藥紅是邵赦的心腹,聞言不禁皺眉,忙着跪爬了兩步,磕頭道:“請陛下稍坐片刻,奴才這就去請我們老爺。”
“他架子倒是越來越大了?”周帝哼了一聲道,“朕來了,還讓朕坐着等他不成?”
“陛下,我們老爺昨兒黃昏前後就不舒服,晚上心絞痛發作,痛了一夜,今兒實在是起不了……”藥紅忙着磕頭道。
“真病了?”周帝倒是有些意外,揮手道,“你們都出去,朕自己進去瞧他。”
藥紅聞言,忙着領着房裡所有的丫頭、小廝們退了出去,周帝着實不解,原本以爲邵赦不過是裝病罷了,但聽得小廝所言,他應該是真的病了?心中想着,倒也不避諱什麼,徑自走進他臥房內。
邵赦剛纔聽得外面有人說話,得知周帝過來,已經披衣起來,見着周帝徑自進來,忙着便於行禮。
“免了,怎麼回事?”周帝眼見邵赦臉色不佳,皺眉問道。
“受了點風寒,老毛病發作,沒什麼大礙。”邵赦淡淡的道,口中說着,卻從牀頭小几暗格內,抽出一份厚厚的奏摺,雙手遞了過去,“陛下,這是臣最後一份奏摺了。
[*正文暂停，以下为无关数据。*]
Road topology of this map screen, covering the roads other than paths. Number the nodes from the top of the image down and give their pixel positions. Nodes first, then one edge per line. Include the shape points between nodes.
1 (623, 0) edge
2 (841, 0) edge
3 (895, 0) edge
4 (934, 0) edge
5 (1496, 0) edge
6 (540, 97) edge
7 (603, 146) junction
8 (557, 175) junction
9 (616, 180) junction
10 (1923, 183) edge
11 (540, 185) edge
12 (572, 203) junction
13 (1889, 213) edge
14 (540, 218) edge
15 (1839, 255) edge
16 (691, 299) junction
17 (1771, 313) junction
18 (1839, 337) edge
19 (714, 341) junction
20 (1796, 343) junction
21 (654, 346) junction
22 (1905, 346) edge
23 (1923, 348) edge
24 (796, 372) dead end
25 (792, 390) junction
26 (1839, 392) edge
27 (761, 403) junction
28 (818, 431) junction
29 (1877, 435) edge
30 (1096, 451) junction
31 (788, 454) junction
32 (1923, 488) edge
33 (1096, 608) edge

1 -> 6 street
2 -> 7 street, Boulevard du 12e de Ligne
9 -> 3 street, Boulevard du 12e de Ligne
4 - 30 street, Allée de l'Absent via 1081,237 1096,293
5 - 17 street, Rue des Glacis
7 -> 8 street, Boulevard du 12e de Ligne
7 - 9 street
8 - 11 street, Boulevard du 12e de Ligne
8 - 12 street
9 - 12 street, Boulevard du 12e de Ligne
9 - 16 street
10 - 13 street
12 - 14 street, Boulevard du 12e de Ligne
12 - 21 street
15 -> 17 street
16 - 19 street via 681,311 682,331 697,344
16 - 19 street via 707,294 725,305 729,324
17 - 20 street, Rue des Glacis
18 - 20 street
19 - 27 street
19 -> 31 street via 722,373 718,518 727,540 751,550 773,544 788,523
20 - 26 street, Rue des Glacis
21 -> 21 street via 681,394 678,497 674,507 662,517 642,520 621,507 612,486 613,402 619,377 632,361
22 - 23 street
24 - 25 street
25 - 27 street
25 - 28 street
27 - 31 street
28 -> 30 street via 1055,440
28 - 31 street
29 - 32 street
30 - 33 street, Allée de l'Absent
”
周帝皺眉,聞言心中着實不快得緊,順手便於打開,卻發現奏摺居然是用火漆密封的。
“免之,你玩什麼名堂?”周帝問道。
“陛下,這份奏摺,等着臣死了再看!”邵赦淡淡的道。
“你胡鬧!”周帝一邊說着,一邊把奏摺收了。
“臣的病,估計撐不過這個冬天了!”邵赦輕笑。
“你……昨兒還好好的,今兒怎麼就病了?”周帝一邊說着,一邊忙着叫道,“德榮!”
張德榮忙着打起簾子進來,躬身道:“奴才在。”
“宣太醫!”周帝吩咐道。
“是!”張德榮看了看邵赦,忙着退了出去。邵赦笑問道:“今兒陛下怎麼這麼早,臣以爲陛下看着臣的奏摺,至少也得午後纔來。”口中說着,起身準備給周帝倒茶,不料腳下虛浮,一個踉蹌差點摔倒。
周帝就站在他身邊,忙着扶了他一把,摸着他的手卻是一片冰冷:“你不用忙,先躺下休息,等着太醫來了再說。”說着,徑自扶着他在牀上躺下。
“謝陛下!”邵赦也不多說什麼,只是簡單的道謝。
周帝心中無限狐疑,邵赦這病也病的太過古怪了,當即出去,招來邵家的小廝藥紅問道:“你家老爺昨兒還是好好的,今兒怎麼就病成這樣?”